What you need to do:
Below are records. Count every line containing the word "Earsdon" and give the number alone.

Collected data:
= = = = = = =

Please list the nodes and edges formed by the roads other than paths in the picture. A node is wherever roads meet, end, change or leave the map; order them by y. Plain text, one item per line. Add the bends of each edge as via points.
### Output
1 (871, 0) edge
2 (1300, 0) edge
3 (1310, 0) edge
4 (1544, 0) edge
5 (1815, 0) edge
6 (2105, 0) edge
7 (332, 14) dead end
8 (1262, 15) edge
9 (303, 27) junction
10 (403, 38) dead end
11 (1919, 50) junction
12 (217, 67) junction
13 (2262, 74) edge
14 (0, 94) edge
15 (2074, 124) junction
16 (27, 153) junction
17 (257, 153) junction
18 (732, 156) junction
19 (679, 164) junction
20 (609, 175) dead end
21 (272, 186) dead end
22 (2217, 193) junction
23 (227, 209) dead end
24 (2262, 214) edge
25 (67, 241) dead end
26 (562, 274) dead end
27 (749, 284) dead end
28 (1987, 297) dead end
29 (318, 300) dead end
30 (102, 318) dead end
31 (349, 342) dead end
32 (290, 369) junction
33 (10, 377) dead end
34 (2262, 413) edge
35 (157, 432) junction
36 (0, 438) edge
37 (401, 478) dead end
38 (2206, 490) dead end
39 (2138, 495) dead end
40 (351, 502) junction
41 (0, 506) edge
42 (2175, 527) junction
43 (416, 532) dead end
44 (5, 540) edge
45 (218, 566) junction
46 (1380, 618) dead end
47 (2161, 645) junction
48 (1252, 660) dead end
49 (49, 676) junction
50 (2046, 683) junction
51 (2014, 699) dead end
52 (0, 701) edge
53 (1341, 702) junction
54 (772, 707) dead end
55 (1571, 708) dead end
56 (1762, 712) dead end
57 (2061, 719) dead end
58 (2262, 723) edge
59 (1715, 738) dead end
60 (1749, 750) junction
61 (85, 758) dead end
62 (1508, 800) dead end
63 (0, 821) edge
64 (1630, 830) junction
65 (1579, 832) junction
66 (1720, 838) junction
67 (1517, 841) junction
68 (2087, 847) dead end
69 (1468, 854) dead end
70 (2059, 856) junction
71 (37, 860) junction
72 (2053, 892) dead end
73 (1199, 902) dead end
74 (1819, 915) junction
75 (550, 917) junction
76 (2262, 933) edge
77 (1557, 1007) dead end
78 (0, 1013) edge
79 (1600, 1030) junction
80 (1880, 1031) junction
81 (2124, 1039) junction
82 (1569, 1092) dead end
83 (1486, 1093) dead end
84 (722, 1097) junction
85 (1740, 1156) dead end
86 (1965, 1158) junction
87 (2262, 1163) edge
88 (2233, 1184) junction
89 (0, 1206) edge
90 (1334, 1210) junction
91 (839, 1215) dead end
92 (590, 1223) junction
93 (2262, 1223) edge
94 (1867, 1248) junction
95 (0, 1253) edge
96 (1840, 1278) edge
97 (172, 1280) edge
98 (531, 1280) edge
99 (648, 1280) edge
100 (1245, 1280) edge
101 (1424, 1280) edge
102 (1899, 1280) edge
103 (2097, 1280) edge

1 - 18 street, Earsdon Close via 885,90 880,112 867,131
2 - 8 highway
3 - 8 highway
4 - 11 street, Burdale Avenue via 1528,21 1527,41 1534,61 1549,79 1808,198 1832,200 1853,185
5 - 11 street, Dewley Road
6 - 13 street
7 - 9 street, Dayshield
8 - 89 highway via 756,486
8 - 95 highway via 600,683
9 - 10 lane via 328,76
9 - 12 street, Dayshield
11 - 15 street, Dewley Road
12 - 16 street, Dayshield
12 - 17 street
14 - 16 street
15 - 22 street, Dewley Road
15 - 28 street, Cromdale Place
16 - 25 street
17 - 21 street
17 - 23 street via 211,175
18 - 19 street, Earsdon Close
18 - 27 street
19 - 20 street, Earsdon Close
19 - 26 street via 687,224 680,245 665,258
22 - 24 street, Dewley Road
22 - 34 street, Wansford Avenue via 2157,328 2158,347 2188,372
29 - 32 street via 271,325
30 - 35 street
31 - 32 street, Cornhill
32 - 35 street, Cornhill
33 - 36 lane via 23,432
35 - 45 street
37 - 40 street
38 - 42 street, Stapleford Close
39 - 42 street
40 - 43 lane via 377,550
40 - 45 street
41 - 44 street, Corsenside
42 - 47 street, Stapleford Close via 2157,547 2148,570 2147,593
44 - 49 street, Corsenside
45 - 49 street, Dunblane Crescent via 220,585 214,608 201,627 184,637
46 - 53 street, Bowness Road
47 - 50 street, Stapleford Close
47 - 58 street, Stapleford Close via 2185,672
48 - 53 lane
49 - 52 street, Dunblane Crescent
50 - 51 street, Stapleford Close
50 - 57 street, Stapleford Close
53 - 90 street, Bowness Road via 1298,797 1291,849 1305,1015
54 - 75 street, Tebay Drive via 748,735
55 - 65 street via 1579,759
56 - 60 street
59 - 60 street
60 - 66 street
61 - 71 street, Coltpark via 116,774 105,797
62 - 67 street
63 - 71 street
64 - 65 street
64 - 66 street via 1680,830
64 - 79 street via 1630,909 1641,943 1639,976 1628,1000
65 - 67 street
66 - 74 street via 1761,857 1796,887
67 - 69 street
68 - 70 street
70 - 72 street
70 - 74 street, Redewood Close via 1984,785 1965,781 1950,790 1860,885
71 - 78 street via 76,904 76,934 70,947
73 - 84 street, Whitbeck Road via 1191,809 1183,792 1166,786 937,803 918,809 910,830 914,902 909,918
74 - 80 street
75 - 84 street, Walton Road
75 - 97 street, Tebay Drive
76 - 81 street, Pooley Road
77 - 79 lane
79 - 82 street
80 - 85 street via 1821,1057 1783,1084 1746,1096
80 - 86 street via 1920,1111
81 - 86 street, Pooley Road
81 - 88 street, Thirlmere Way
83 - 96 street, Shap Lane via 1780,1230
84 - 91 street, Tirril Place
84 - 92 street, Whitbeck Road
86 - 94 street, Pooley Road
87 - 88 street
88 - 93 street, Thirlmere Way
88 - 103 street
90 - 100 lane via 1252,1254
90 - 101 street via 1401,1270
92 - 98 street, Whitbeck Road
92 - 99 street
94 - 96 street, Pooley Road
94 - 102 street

= = = = = = =

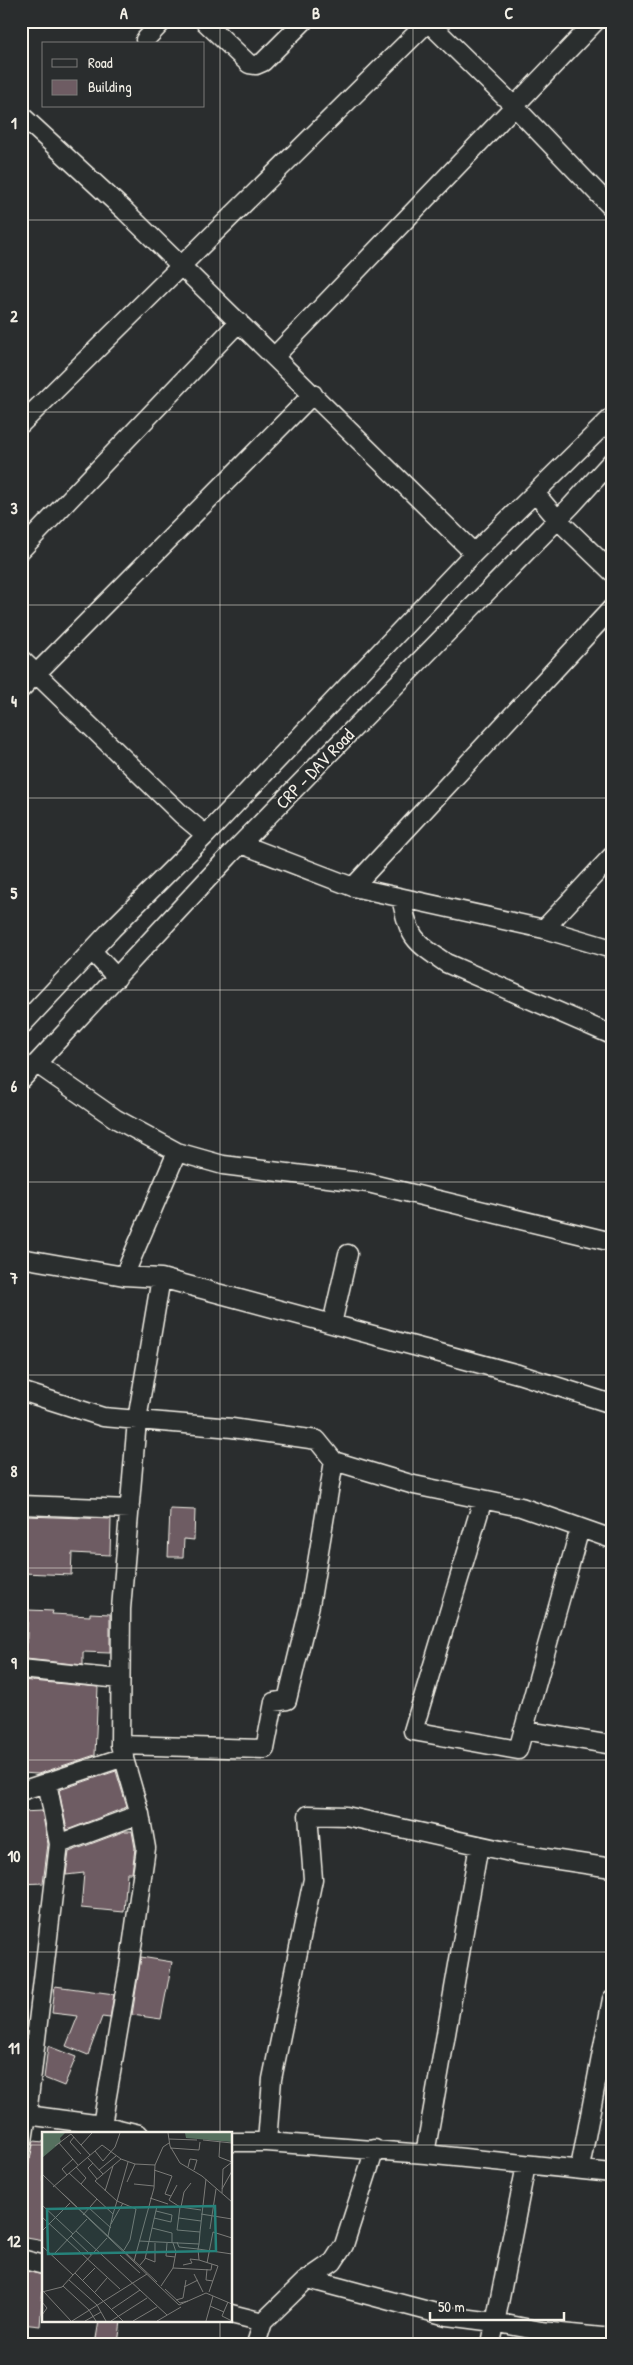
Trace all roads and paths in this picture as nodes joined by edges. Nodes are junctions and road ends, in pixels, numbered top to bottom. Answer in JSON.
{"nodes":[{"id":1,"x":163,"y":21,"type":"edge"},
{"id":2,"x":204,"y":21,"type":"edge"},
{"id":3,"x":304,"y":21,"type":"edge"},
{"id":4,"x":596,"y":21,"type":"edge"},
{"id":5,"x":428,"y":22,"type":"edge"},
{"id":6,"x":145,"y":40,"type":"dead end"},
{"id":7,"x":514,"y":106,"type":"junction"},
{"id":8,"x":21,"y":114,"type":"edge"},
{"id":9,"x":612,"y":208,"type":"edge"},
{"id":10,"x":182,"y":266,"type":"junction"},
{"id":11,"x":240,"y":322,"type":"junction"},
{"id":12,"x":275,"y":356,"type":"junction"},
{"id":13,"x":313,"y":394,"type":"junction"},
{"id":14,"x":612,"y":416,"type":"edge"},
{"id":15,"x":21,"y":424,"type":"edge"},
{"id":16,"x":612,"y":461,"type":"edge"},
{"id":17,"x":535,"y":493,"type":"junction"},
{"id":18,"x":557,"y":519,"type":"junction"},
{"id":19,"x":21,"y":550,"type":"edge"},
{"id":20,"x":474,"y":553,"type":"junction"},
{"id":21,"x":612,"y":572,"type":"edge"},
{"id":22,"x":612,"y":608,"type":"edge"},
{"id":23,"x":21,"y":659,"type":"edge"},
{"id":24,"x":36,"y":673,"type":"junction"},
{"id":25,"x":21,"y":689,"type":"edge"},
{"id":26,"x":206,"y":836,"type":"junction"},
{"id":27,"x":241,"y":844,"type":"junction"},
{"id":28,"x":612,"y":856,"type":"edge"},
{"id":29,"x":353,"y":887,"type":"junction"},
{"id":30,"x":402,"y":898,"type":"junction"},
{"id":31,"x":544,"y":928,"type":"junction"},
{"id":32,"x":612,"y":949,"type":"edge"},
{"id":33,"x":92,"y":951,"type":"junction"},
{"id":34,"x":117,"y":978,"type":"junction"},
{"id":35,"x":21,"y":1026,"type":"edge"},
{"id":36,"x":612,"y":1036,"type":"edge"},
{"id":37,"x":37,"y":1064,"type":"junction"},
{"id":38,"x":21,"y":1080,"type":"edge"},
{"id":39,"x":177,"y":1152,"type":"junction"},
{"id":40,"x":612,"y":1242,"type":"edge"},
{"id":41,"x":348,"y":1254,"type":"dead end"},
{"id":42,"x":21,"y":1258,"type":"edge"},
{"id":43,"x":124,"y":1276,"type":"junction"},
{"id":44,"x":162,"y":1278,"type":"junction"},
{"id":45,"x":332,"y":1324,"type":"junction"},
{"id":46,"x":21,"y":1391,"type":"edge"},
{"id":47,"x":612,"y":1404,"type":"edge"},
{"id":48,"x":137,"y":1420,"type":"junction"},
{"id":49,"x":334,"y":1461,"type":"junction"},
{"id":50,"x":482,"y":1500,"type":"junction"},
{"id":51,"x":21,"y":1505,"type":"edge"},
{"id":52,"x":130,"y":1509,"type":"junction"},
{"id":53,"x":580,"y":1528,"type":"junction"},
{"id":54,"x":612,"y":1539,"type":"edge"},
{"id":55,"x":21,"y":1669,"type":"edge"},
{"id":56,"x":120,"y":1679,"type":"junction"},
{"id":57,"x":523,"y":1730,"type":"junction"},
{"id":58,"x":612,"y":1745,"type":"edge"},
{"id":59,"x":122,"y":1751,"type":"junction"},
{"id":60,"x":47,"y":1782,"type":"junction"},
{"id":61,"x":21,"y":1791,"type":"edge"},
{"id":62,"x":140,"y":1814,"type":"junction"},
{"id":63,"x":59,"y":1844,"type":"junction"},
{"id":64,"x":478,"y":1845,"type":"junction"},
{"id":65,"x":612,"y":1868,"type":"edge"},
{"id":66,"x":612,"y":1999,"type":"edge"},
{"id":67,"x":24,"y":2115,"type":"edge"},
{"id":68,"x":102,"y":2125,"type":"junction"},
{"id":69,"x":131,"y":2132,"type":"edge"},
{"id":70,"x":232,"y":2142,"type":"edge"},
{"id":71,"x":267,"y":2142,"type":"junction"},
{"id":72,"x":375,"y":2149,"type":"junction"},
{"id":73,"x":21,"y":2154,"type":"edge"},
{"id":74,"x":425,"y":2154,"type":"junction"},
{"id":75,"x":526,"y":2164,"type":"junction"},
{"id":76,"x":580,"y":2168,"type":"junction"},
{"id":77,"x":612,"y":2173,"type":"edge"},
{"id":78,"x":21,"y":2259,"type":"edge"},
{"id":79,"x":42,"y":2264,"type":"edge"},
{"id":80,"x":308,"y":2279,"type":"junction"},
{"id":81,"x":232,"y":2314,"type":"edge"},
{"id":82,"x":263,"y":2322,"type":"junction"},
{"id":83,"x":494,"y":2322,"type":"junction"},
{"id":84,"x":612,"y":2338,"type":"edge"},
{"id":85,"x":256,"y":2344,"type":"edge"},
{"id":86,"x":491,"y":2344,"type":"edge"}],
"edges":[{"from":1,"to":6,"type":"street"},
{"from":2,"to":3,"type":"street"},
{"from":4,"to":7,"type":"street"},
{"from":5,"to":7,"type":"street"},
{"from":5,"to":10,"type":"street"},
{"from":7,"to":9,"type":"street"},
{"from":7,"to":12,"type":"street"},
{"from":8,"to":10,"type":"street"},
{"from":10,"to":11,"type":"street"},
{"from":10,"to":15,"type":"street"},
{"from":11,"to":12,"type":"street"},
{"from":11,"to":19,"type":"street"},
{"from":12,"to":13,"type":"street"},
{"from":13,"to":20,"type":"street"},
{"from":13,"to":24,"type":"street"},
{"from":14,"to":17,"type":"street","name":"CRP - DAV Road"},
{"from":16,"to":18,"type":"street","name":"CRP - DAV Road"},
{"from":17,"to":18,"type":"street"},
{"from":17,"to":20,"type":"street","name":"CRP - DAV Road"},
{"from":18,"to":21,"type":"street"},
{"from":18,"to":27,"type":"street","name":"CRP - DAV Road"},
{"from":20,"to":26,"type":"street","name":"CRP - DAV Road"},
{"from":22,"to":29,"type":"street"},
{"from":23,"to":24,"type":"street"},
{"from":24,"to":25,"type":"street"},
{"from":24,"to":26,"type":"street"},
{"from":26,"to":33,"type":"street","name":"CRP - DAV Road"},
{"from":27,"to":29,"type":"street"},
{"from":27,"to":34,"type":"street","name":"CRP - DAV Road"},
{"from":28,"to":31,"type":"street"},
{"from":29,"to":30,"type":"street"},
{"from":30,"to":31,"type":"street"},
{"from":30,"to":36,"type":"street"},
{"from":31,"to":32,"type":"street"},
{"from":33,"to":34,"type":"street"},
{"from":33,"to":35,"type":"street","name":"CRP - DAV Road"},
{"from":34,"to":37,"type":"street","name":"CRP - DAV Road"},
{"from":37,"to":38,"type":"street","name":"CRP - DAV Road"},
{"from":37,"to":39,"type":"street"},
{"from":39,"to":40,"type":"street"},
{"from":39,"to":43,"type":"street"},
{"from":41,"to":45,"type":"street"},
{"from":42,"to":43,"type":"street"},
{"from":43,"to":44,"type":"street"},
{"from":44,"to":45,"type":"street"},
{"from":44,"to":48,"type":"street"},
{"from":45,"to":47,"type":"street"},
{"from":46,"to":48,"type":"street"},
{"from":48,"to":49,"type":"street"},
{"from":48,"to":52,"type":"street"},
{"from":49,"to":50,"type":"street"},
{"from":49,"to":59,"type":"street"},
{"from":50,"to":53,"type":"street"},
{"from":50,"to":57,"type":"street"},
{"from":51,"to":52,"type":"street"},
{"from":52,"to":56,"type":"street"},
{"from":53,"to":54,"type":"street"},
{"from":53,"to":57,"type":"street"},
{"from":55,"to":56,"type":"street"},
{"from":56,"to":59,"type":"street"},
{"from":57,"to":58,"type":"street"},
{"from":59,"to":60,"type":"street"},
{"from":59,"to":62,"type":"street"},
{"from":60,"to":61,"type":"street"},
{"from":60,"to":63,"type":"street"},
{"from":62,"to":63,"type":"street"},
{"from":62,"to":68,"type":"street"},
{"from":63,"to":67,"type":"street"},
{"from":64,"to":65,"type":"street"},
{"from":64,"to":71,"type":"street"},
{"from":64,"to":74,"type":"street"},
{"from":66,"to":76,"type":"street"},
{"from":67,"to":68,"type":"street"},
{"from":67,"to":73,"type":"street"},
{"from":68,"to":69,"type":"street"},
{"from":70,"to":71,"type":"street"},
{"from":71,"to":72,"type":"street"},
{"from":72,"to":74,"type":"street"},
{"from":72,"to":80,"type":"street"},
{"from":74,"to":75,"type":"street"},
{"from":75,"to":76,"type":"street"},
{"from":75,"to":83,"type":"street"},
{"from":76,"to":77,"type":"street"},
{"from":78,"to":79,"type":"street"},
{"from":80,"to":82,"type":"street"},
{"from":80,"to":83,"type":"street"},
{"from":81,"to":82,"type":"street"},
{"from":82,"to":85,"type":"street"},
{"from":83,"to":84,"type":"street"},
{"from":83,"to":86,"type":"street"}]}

= = = = = = =

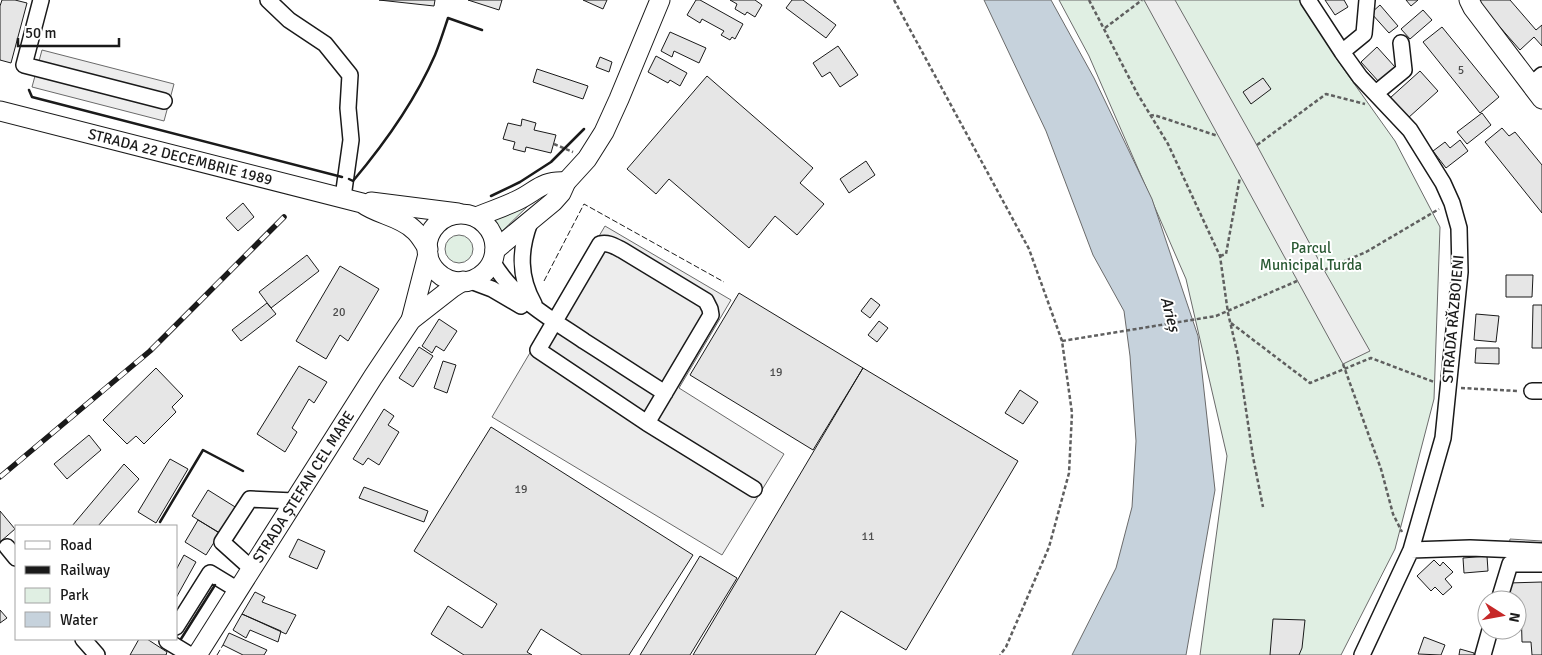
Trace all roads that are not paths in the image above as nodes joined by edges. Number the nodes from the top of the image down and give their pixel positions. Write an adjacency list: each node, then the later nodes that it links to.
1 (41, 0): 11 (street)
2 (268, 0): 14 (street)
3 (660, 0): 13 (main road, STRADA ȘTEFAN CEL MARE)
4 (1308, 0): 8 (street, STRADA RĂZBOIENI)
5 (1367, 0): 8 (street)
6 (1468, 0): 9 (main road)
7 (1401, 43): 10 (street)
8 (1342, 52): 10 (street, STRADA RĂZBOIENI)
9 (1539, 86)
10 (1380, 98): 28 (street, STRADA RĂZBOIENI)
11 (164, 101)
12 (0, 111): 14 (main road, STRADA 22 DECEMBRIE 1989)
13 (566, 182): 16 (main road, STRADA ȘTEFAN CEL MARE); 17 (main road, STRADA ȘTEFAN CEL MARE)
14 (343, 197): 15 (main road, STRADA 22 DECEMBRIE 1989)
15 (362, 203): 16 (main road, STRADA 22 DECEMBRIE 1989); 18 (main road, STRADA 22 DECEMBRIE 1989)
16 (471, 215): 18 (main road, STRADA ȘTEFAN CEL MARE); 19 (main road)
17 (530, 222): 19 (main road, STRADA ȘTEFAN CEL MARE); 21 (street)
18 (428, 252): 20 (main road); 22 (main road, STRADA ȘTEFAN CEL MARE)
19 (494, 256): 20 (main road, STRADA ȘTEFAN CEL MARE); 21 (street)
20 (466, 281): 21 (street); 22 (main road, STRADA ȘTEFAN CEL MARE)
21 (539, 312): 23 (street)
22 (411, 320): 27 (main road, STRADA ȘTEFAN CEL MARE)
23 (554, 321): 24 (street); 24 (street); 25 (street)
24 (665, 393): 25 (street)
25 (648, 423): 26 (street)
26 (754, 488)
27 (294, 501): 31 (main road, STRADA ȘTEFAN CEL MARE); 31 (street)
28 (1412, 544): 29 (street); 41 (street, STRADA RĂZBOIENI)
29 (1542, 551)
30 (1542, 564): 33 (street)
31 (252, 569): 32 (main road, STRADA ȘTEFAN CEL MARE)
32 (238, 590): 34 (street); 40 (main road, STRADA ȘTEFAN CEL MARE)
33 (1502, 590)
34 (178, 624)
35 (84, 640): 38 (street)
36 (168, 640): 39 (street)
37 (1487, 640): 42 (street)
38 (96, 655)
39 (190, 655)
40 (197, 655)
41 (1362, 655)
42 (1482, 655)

= = = = = = =

Written response:
3